(Information supplied Opens)
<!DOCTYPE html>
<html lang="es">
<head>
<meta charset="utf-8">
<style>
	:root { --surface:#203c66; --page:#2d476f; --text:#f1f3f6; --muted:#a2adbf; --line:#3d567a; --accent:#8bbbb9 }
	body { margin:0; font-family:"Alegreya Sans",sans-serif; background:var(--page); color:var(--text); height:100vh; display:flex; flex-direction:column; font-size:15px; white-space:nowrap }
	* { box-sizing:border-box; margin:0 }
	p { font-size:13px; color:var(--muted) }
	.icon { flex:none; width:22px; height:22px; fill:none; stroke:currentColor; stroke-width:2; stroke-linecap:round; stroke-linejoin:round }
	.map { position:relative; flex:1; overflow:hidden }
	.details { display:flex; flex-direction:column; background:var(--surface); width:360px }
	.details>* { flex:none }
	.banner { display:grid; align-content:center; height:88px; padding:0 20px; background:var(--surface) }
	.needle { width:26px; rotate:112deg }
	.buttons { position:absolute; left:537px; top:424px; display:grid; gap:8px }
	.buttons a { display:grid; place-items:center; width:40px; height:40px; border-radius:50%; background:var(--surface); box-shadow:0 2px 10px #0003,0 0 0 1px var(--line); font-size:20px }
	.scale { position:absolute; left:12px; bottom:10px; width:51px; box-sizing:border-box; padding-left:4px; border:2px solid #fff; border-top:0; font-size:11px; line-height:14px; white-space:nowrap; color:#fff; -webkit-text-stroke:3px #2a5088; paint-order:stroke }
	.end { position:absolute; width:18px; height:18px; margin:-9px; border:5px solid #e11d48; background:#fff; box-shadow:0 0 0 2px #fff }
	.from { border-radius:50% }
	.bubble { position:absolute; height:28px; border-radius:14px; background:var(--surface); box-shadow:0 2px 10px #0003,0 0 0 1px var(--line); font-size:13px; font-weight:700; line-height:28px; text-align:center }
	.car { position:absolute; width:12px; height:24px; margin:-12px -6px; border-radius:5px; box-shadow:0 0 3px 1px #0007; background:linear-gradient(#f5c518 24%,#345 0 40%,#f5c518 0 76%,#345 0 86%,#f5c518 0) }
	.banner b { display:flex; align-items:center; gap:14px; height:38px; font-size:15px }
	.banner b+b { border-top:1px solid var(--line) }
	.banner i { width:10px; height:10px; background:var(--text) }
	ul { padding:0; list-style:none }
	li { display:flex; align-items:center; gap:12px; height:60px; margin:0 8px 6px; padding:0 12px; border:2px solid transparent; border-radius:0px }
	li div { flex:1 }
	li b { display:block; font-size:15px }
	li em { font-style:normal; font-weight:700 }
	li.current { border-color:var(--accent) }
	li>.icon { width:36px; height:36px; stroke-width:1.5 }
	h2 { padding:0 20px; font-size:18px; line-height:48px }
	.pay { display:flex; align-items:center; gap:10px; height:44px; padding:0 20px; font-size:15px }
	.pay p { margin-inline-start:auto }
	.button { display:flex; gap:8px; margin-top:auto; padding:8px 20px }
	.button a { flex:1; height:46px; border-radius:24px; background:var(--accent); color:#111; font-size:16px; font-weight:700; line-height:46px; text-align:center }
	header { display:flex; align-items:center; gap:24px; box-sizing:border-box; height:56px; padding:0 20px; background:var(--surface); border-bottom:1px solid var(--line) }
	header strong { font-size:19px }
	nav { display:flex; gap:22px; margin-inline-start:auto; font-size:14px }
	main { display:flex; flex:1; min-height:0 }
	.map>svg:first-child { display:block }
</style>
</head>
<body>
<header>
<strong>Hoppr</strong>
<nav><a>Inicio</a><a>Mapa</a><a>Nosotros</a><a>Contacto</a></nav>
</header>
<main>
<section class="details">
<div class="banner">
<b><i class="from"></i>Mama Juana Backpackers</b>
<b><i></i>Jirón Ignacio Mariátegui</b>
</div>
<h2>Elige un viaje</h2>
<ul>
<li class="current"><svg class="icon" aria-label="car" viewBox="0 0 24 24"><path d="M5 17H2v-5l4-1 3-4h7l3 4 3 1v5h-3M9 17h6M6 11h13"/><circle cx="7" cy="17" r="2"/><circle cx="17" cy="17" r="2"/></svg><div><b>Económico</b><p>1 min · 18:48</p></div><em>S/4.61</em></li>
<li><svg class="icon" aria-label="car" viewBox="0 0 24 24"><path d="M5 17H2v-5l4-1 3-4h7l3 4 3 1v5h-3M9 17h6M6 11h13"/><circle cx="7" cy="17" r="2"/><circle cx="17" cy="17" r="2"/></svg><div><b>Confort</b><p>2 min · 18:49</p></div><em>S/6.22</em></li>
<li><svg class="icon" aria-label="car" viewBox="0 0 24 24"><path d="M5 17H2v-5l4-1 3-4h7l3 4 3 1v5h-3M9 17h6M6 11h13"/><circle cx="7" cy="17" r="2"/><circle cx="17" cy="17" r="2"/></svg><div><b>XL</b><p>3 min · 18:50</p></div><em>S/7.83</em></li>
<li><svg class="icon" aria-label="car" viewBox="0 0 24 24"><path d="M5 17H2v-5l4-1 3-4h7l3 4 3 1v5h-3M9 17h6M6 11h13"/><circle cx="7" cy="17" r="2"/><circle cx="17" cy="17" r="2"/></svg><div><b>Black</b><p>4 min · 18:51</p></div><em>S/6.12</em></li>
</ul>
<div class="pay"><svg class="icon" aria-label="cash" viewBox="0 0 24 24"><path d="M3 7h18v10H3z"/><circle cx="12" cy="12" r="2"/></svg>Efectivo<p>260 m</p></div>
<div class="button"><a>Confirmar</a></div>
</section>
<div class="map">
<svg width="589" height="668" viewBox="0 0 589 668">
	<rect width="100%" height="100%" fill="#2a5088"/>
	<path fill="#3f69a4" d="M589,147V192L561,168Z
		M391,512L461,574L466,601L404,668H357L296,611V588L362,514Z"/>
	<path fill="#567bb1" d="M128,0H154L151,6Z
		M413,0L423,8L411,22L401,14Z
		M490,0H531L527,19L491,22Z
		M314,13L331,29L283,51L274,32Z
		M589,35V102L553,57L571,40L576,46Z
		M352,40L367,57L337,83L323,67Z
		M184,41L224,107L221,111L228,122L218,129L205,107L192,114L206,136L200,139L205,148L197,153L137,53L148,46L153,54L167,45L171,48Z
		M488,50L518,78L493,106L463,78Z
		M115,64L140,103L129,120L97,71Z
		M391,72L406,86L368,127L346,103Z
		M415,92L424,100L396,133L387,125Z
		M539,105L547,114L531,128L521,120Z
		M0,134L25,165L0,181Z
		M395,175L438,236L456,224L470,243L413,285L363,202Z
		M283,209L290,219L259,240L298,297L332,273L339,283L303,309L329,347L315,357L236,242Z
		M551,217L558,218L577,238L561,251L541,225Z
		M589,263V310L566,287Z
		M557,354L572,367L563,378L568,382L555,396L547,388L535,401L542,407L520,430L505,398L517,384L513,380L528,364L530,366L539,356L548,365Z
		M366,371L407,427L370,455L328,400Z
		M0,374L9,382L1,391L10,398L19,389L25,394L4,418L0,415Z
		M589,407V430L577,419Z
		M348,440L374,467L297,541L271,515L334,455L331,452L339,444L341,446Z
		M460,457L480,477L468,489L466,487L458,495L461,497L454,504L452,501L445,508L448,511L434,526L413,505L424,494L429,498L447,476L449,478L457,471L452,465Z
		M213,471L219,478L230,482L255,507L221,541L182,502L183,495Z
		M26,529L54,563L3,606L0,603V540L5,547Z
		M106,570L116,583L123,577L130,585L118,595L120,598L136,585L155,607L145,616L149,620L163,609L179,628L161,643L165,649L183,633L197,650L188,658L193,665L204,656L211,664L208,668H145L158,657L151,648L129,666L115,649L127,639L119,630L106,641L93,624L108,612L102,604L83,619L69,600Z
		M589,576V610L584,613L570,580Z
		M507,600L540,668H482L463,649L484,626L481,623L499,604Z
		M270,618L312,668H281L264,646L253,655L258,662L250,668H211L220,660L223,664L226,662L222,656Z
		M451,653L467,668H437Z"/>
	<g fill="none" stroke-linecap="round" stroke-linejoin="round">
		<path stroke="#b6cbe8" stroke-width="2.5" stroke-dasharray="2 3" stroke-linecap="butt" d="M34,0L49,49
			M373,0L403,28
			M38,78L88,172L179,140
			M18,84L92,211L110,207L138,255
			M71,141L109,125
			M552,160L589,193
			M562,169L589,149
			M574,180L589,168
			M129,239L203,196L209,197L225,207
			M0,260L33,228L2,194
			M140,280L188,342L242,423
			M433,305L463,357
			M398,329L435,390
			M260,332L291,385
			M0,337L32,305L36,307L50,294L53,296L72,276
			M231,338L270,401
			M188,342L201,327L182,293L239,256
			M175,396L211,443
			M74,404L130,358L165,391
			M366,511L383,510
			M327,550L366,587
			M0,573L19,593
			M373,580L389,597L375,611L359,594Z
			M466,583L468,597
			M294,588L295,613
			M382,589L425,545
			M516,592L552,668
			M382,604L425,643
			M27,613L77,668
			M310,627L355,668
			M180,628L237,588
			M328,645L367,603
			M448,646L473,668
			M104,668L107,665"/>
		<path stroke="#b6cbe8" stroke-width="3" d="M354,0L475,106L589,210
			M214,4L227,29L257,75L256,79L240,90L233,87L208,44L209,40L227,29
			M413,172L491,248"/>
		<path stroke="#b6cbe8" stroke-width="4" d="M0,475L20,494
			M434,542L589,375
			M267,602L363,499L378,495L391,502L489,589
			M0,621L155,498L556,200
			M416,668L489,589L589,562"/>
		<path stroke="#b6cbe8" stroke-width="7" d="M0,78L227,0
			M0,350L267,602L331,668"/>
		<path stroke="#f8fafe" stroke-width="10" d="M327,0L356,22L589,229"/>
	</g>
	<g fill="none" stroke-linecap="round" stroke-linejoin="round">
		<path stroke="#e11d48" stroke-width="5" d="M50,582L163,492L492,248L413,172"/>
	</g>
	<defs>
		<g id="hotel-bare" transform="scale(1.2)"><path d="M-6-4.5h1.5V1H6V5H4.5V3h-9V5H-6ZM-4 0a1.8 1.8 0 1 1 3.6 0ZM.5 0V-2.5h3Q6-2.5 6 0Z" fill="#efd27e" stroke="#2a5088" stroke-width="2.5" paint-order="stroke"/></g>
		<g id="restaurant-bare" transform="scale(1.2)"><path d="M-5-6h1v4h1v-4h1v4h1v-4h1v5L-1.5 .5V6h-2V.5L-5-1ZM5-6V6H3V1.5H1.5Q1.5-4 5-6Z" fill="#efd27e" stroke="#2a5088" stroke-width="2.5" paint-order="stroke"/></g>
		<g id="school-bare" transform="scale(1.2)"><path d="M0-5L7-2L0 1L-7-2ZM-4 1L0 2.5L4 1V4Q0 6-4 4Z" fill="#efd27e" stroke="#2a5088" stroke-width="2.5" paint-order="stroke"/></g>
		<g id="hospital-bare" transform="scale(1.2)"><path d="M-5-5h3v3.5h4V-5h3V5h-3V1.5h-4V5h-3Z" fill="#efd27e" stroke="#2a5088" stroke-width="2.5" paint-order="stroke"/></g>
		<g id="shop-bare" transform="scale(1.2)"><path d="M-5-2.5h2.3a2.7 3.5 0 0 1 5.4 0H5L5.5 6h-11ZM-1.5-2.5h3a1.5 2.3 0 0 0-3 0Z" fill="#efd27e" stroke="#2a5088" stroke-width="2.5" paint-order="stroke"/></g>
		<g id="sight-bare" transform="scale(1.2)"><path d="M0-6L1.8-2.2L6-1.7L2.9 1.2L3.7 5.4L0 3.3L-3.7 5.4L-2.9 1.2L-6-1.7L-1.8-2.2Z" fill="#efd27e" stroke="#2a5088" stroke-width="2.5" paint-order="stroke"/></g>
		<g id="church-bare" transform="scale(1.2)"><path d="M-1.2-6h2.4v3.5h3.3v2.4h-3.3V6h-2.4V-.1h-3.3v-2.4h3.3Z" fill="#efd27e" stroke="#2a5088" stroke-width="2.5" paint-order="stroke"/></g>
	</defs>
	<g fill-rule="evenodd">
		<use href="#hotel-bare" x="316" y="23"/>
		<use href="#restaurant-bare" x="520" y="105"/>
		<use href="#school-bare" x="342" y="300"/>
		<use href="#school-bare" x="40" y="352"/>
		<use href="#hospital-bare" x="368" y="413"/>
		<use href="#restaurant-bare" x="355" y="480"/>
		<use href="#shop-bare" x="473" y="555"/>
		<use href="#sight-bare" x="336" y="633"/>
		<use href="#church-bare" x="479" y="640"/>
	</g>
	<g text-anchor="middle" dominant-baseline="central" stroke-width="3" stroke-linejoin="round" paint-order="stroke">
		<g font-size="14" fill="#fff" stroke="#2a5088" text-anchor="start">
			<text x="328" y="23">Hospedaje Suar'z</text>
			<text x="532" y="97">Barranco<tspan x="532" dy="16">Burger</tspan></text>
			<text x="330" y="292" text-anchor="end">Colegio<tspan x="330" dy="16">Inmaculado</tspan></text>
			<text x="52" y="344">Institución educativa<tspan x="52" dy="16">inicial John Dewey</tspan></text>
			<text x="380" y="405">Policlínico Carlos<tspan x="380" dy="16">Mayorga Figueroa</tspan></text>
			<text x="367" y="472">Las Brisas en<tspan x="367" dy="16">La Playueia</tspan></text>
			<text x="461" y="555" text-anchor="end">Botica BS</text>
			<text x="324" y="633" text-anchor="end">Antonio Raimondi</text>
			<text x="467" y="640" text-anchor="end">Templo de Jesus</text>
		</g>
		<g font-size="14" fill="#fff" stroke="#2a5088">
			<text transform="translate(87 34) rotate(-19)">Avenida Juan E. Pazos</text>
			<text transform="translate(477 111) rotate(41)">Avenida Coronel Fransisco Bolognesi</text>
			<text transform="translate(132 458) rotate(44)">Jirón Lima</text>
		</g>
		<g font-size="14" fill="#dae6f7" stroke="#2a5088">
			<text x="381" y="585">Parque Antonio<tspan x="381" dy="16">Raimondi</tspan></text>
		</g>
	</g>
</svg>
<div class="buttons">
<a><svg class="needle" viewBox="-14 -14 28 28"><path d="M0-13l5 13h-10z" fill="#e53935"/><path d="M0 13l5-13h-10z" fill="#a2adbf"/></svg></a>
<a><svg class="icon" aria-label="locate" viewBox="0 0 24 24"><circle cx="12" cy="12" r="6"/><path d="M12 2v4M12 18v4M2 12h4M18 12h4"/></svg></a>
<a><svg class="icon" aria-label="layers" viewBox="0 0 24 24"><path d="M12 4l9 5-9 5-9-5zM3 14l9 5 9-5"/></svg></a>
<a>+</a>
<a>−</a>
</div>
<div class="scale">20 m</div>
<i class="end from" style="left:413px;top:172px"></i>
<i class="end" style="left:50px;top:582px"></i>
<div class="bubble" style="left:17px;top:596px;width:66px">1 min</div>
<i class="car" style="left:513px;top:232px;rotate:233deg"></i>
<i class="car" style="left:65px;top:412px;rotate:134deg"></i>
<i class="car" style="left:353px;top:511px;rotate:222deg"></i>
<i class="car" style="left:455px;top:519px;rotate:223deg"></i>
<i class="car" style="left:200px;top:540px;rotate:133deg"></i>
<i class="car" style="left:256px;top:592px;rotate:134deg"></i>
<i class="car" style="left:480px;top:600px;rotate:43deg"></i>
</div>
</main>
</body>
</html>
(Information supplied Closes)
Every line in the data that holds "nowrap" should be copied out.

	body { margin:0; font-family:"Alegreya Sans",sans-serif; background:var(--page); color:var(--text); height:100vh; display:flex; flex-direction:column; font-size:15px; white-space:nowrap }
	.scale { position:absolute; left:12px; bottom:10px; width:51px; box-sizing:border-box; padding-left:4px; border:2px solid #fff; border-top:0; font-size:11px; line-height:14px; white-space:nowrap; color:#fff; -webkit-text-stroke:3px #2a5088; paint-order:stroke }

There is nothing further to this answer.